In the following decades, modernising leaders Neil Kinnock and John Smith attempted to make some reforms to trade union power within the Labour Party, notably by reducing the unions’ voting strength in party conferences and in the selection process of parliamentary candidates and leader. Yet neither wished to challenge outright the Labour Party’s connections with the unions — they had, after all, founded the Labour Party. In his final party conference speech before his death, John Smith argued that British democracy itself “springs from…the trade union campaigns for the rights of people at work”.

When Tony Blair became leader the following year, this rhetoric quickly evaporated. Stan Greenberg, an American political consultant, told Blair that his “willingness to take on and master the unions” would be the defining feature of his leadership. Greenberg’s research found that although Labour was leading in the polls, “a third of Conservative defectors to Labour worry about excessive union influence”. What was needed was “relentless reassurance” that “the unions no longer seemed to control Labour”.

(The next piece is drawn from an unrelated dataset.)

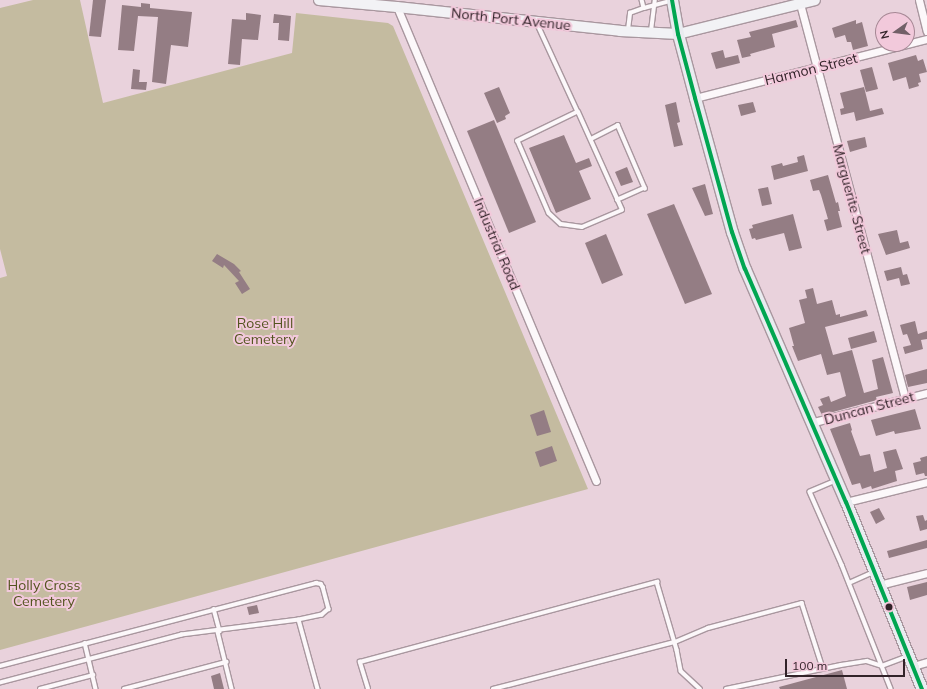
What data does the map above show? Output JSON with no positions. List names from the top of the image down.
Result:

Mindful of this, Blair went to great lengths to reassure the public that the unions had little sway over the New Labour project. As one union official memorably put it, under New Labour “unions were seen as a virility test; bashing the unions was seen as macho and a way of distancing yourself from the mad auntie in the attic”. And so in the 1997 election, Blair promised that “we will not be held to ransom by the unions”, rejecting the longstanding view that the Labour Party was the “political arm of the trade union movement”. Instead, he declared, Labour was the political arm of the “British people”. Tony Benn, still a Labour MP at the time, bitterly remarked that Tony Blair was the political arm of the Daily Mail.

In government, Blair was broadly able to resist trade union influence because he found alternative means of funding the party, relying on the wealthy. During the Kinnock leadership, there would have been none of the slick Walworth Road research and PR operation without trade union money. In the early Nineties, well over three-fifths of Labour’s funding came from the trade unions. But by 1998, Blair had shrunk union revenue to just 30%, with 20% of party funds coming from the newly created “High Value Donors Unit”.

Yet Labour’s divorce from the union movement was far from finalised. As recently as 2019, Starmer himself joined a BFAWU picket line of McDonald’s workers who were on strike over low pay. It’s only in the years since that, in spite of standing on a radical manifesto when he sought to replace Jeremy Corbyn in 2020, Keir Starmer has spent his leadership renouncing Labour’s once unashamedly supportive relationship with the unions.

This is a mistake. In a YouGov poll last month, just 31% of the public said they believe Labour should distance itself from the unions in part (18%) or completely (13%). While over 80% of the public in the Callaghan years thought the unions were too powerful, just 36% did during the Corbyn years. Today, 58% of the public say the rail strikes are justified, and 66% of the public blame the Government for them.

None of which should come as a surprise. Britain, after all, is no longer living in the shadow of the Winter of Discontent and untrammelled trade-union power. Years of Thatcherite assault and New Labour neglect have seen to that. Today’s concerns are of a different order: Britain is now living in the shadow of the financial crisis and austerity; the public realm has been hollowed out; public services are not working; living standards are still below pre-financial crisis levels; the ongoing energy crisis could see households paying as much as £500 a month on their bills next winter.

There is, to put it simply, nothing like the relative prosperity and confidence of the Nineties. A failed economic model is not a bad memory; it is a living reality. Except, this time, the British public recognise that the culprit is not the power of working people but a vulture capitalism that has picked off the dying carcass of the British state. The Conservative leadership contest has descended into a Margaret Thatcher tribute act. Labour’s response to this crisis cannot be a Tony Blair tribute act. If New Labour was about meeting the politics of the moment, Starmer’s muffled response to the crisis of low pay is anything but.